[[ EXTRACTED RECORDS, beginning ]]
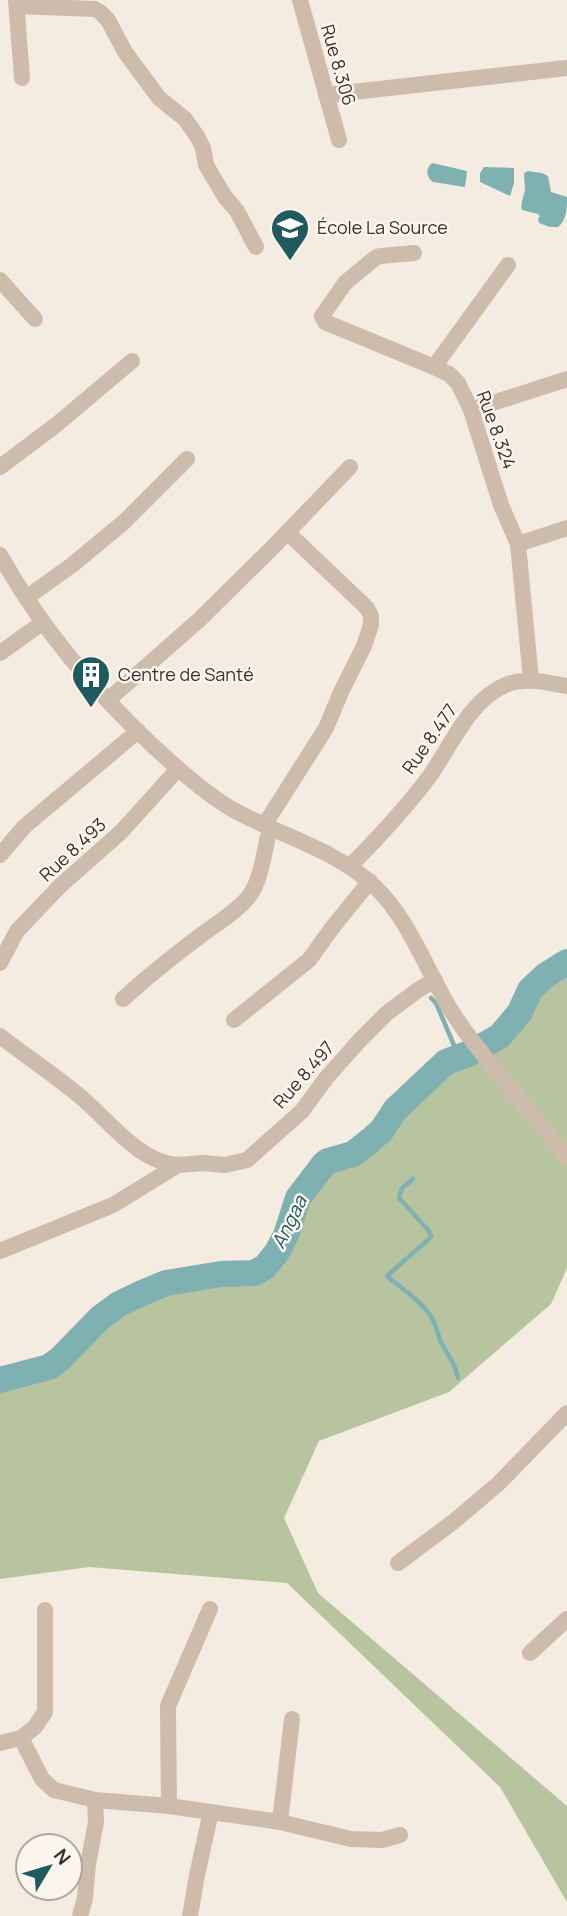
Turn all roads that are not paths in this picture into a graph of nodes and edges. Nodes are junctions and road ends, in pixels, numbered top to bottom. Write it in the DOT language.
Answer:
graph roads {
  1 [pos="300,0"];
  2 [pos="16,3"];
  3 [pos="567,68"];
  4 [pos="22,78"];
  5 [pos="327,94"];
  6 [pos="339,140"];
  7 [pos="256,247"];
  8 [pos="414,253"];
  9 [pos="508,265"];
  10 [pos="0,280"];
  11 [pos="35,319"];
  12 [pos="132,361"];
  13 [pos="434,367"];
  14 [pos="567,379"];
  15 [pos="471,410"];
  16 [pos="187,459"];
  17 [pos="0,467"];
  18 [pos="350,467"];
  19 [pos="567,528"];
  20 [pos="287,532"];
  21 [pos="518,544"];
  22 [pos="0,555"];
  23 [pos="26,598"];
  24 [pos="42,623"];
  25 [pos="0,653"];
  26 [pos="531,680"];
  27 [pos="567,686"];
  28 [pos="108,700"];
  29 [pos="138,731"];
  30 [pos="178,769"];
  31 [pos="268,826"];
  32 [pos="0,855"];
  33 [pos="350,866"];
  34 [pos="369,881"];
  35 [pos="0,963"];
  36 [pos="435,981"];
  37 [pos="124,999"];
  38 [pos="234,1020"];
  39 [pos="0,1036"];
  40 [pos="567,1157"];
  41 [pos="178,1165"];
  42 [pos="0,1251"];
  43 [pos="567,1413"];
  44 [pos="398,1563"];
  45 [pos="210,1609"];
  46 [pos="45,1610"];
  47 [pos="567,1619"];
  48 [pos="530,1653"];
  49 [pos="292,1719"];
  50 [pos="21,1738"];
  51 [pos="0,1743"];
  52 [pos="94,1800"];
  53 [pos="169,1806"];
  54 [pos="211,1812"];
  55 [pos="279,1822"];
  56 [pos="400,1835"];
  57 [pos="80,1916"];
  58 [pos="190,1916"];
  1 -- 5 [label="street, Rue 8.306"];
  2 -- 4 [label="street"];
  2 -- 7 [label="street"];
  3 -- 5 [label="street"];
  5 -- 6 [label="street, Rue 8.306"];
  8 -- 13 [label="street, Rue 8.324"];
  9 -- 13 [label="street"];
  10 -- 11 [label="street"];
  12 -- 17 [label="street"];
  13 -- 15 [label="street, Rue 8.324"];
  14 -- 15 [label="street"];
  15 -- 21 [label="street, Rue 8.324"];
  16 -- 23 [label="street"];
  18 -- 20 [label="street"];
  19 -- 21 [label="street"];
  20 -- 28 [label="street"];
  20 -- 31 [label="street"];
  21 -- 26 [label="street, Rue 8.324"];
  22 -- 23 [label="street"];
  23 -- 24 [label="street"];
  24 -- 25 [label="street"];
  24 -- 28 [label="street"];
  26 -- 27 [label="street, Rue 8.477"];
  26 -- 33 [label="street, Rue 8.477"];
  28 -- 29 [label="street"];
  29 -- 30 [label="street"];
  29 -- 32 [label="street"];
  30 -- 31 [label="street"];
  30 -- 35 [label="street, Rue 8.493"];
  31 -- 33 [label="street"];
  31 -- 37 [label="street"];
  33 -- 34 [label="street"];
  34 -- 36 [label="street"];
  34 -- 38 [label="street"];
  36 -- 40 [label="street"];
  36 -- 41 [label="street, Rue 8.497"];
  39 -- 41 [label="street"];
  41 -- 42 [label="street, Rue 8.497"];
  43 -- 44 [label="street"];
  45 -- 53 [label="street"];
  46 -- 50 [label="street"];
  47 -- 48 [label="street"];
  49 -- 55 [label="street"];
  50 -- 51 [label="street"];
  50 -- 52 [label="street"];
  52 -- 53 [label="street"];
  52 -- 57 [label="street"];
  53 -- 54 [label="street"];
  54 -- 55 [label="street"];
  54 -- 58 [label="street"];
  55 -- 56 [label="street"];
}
[[ EXTRACTED RECORDS, end ]]
ASSIGNED TASK:
Return all lines in the entries above that carry the word "roads".

TASK ANSWER:
Turn all roads that are not paths in this picture into a graph of nodes and edges. Nodes are junctions and road ends, in pixels, numbered top to bottom. Write it in the DOT language.
graph roads {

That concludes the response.